Action item
Pick out all lines with the word "points" from the records that follow.

Data provided
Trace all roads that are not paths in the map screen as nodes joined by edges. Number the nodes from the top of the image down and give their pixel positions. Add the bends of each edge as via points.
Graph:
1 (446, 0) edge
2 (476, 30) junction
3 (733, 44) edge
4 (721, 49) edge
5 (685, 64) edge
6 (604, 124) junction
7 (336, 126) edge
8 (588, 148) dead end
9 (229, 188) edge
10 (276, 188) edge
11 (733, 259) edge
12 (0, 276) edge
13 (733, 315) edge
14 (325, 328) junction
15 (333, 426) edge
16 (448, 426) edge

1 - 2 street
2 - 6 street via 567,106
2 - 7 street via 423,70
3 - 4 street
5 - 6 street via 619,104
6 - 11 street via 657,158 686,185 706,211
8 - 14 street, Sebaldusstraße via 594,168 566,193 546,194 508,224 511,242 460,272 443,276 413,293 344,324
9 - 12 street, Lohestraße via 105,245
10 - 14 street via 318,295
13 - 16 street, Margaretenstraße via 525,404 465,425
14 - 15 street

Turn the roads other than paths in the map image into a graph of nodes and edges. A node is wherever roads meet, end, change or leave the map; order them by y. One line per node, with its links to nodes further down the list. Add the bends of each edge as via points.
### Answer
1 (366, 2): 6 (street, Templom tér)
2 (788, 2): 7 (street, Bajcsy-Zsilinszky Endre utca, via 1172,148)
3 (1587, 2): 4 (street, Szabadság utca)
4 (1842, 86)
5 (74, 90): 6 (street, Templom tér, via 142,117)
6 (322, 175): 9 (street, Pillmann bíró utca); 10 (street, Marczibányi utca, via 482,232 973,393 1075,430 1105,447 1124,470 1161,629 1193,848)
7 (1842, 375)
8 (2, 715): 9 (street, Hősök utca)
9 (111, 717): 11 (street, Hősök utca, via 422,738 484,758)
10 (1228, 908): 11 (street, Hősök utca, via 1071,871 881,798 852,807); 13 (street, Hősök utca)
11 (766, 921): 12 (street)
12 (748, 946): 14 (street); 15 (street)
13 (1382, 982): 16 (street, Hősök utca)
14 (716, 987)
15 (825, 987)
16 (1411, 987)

Written response
Trace all roads that are not paths in the map screen as nodes joined by edges. Number the nodes from the top of the image down and give their pixel positions. Add the bends of each edge as via points.
Turn the roads other than paths in the map image into a graph of nodes and edges. A node is wherever roads meet, end, change or leave the map; order them by y. One line per node, with its links to nodes further down the list. Add the bends of each edge as via points.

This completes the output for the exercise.